Convention Paper 8612 (Purchase now)
P8-3 Defining the Listening Comfort Zone in Broadcasting through the Analysis of the Maximum Loudness Levels—Alessandro Travaglini, Fox International Channels Italy - Rome, Italy; Andrea Alemanno, University of Rome “La Sapienza” - Rome, Italy; Fabrizio Lantini, Electric Light Studio - Rome (RM), Italy
Over the last few years, the broadcasting industry has finally approached the loudness issue by standardizing its measurement and recommending target loudness levels with which all programs are required to comply. If the recommendations are applied and all programs are normalized at the target level, viewers ought to experience consistent perceived loudness levels throughout transmissions. However, due to the inner loudness modulation of the programs themselves, this is not always the case. In fact, even if the overall program loudness levels perfectly match the required target level, excessive loudness modulations can still generate annoyance to viewers if the foreground sound levels exceed the so-called “comfort zone.” The fact is that we still have no clear data on which metering can provide visual/numeric feedback on the perception of “hearing annoyance.” This paper investigates this issue and aims to provide objective evidence of which parameters would better represent this phenomenon. In particular, we describe an extensive subjective test performed for both the typical Stereo TV and the 5.1 home theater set reproductions and analyze its results in order to verify whether the Maximum Momentary Loudness Level, the Maximum Short Loudness Level, and Loudness Range (LRA) values described in EBU R128 can provide robust and reliable numeric references to generate a comfortable listening experience for viewers. Furthermore, we perform a similar analysis for the loudness descriptors of the algorithm HELM and finally indicate the values of those parameters that show the most consistent and reliable figures.

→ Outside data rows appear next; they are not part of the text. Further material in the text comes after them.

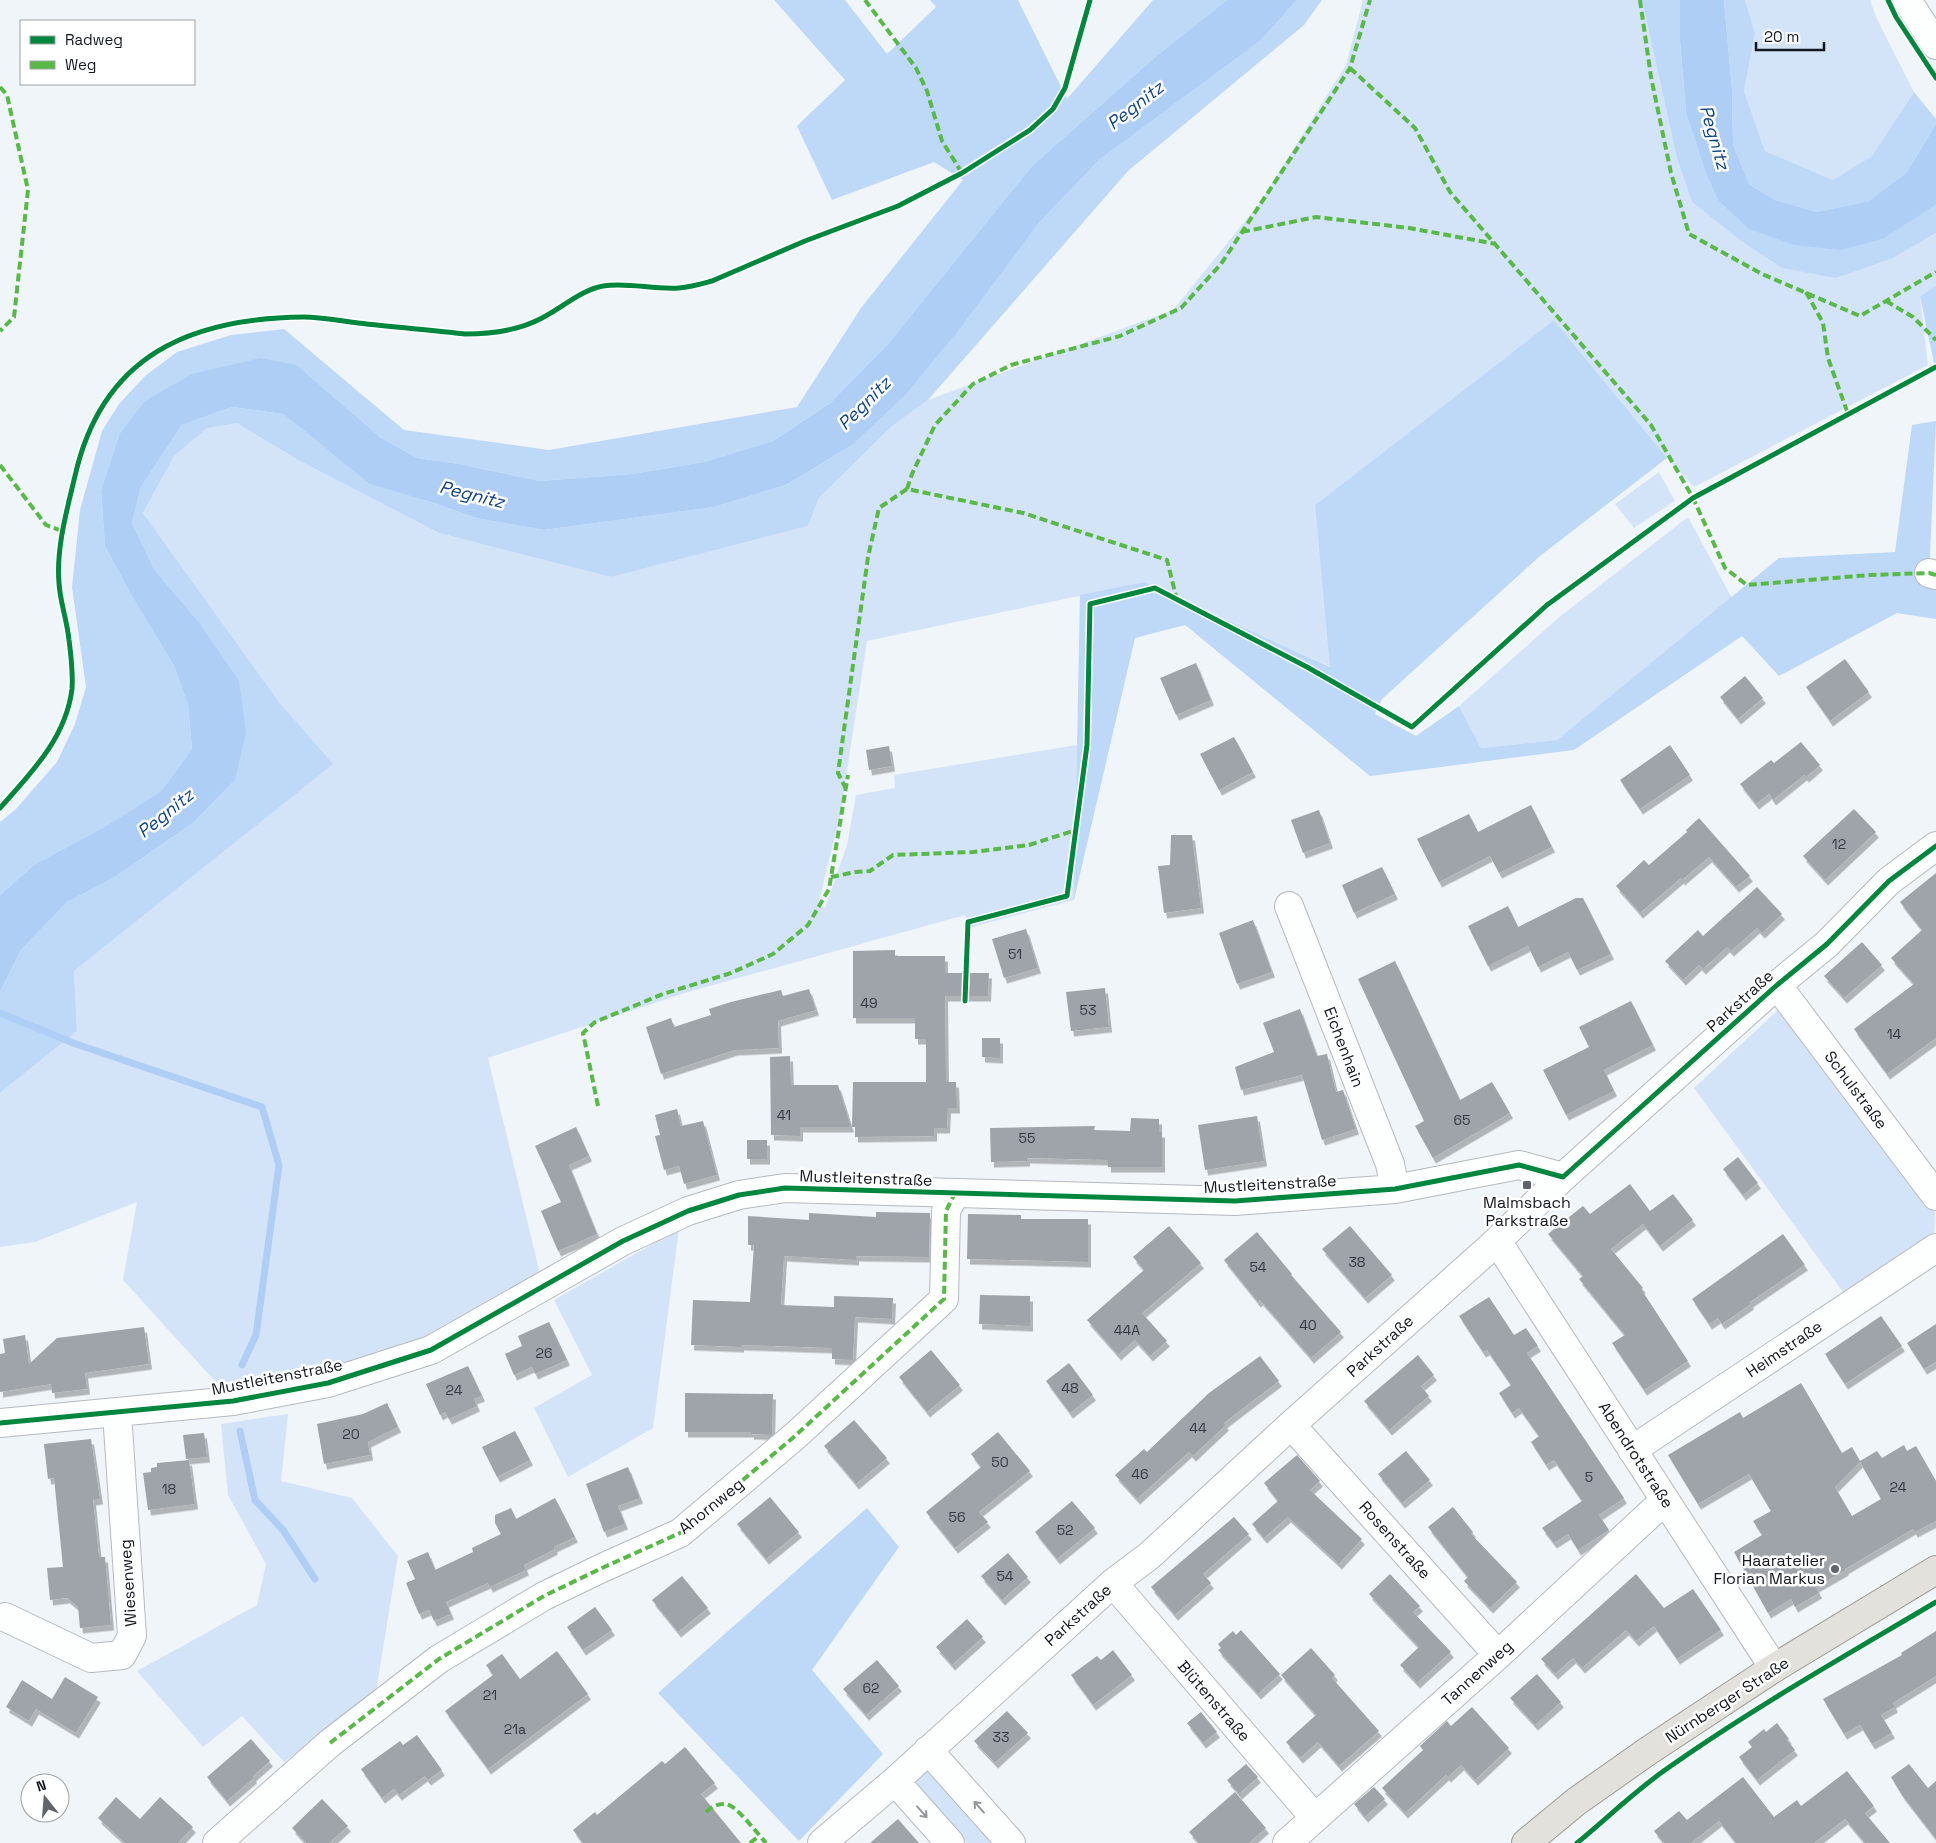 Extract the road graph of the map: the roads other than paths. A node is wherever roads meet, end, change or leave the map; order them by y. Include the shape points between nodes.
1 (1907, 0) edge
2 (1936, 46) edge
3 (1936, 846) edge
4 (1289, 906) dead end
5 (1777, 984) junction
6 (1563, 1177) junction
7 (1395, 1190) junction
8 (955, 1193) junction
9 (1936, 1196) edge
10 (1497, 1241) junction
11 (1936, 1248) edge
12 (118, 1413) junction
13 (0, 1423) edge
14 (1291, 1425) junction
15 (1632, 1450) junction
16 (1665, 1500) junction
17 (1936, 1570) edge
18 (1113, 1583) junction
19 (5, 1617) dead end
20 (1498, 1655) junction
21 (1774, 1668) junction
22 (928, 1750) junction
23 (895, 1781) junction
24 (1315, 1818) junction
25 (217, 1843) edge
26 (822, 1843) edge
27 (950, 1843) edge
28 (1011, 1843) edge
29 (1287, 1843) edge
30 (1526, 1843) edge

1 - 2 street
3 - 5 street, Parkstraße via 1889,881 1827,944
4 - 7 street, Eichenhain via 1390,1164
5 - 6 street, Parkstraße
5 - 9 street, Schulstraße
6 - 7 street, Mustleitenstraße via 1519,1165
6 - 10 street, Parkstraße
7 - 8 street, Mustleitenstraße via 1235,1201
8 - 12 street, Mustleitenstraße via 785,1188 739,1195 688,1211 623,1241 431,1350 328,1383 233,1401
8 - 25 street, Ahornweg via 946,1211 944,1299 795,1436 680,1533 544,1596 439,1659 330,1743
10 - 14 street, Parkstraße
10 - 15 street, Abendrotstraße
11 - 15 street, Heimstraße
12 - 13 street, Mustleitenstraße
12 - 19 street, Wiesenweg via 132,1636 122,1655 91,1658
14 - 18 street, Parkstraße via 1149,1556
14 - 20 street, Rosenstraße
15 - 16 street, Abendrotstraße
16 - 20 street, Tannenweg
16 - 21 street, Abendrotstraße
17 - 21 main road, Nürnberger Straße
18 - 22 street, Parkstraße
18 - 24 street, Blütenstraße
20 - 24 street, Tannenweg
21 - 30 main road, Nürnberger Straße via 1576,1801
22 - 23 street, Parkstraße
28 -> 22 street
23 - 26 street, Parkstraße
23 -> 27 street
24 - 29 street, Tannenweg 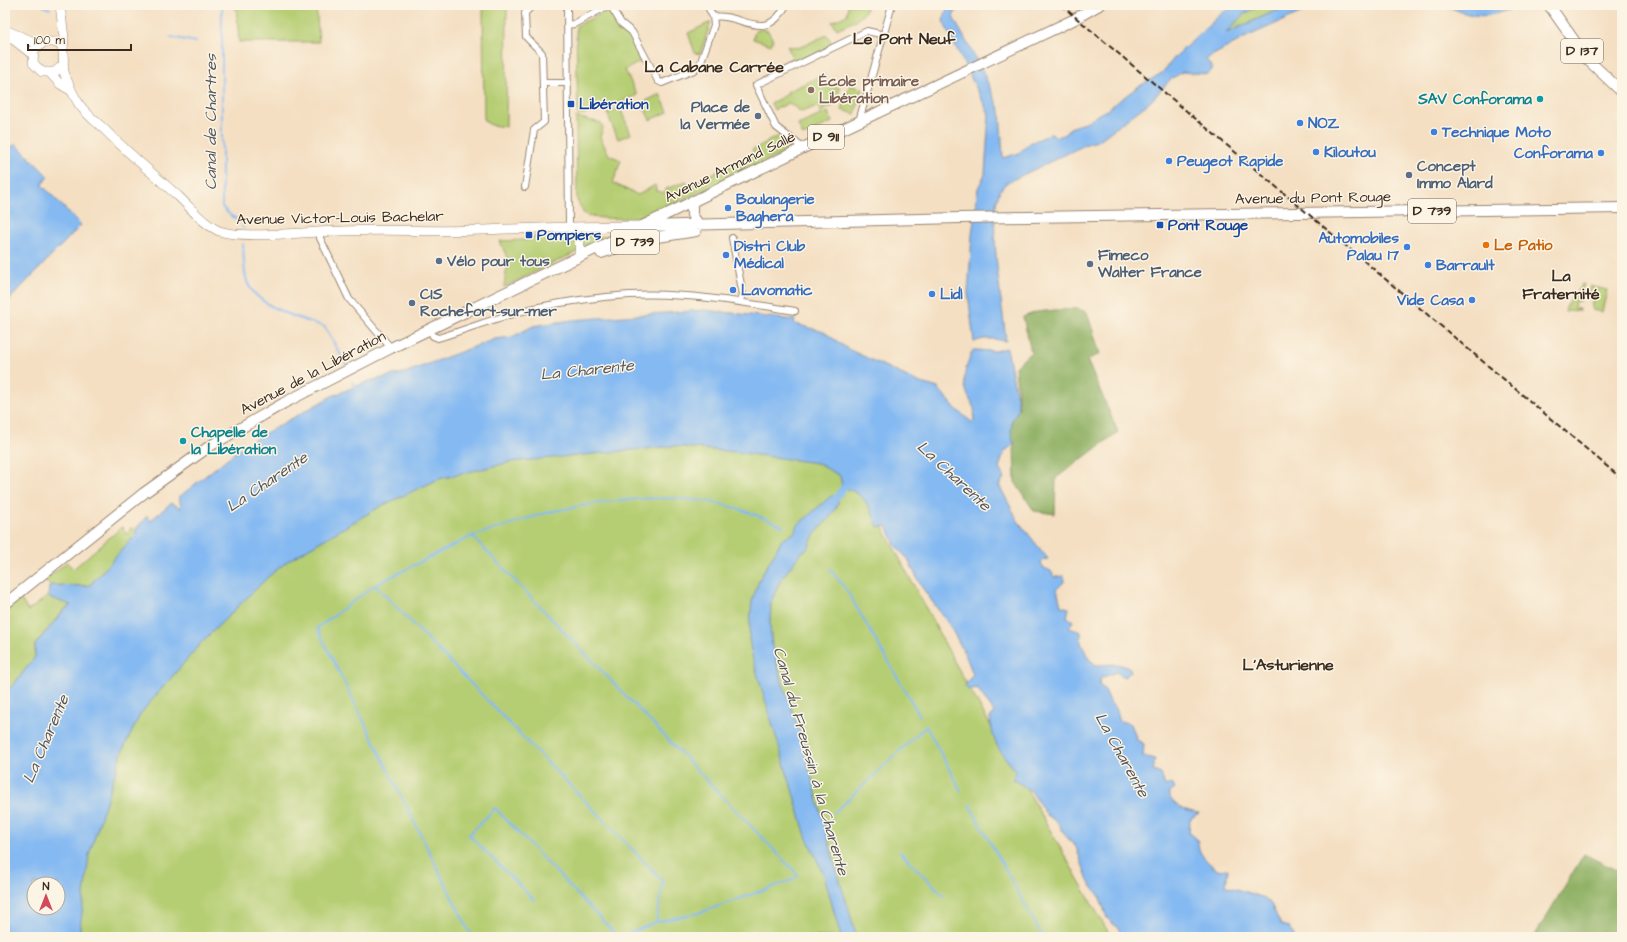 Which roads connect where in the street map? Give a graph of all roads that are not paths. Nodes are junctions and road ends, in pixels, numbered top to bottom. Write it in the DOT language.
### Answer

Convention Paper 8613 (Purchase now)
P8-4 The Relative Importance of Speech and Non-Speech Components for Preferred Listening Levels—Ian Dash, Consultant - Marrickville, NSW, Australia; Miles Mossman, Densil Cabrera, University of Syndey - Sydney, NSW, Australia
In a prior paper the authors reported on a listening test that attempted to establish the relative importance of speech and non-speech components of a mixed soundtrack when matching loudness to reference audio items. That paper concluded that listeners match loudness by overall content rather than by the loudness of the speech or non-speech components. This paper reports on a follow-up listening test that attempts to establish the relative importance of speech and non speech components in setting preferred listening level without any external reference. The results indicate that while speech levels are set more consistently than non-speech levels, listeners tend to set the overall levels more consistently than either of these components.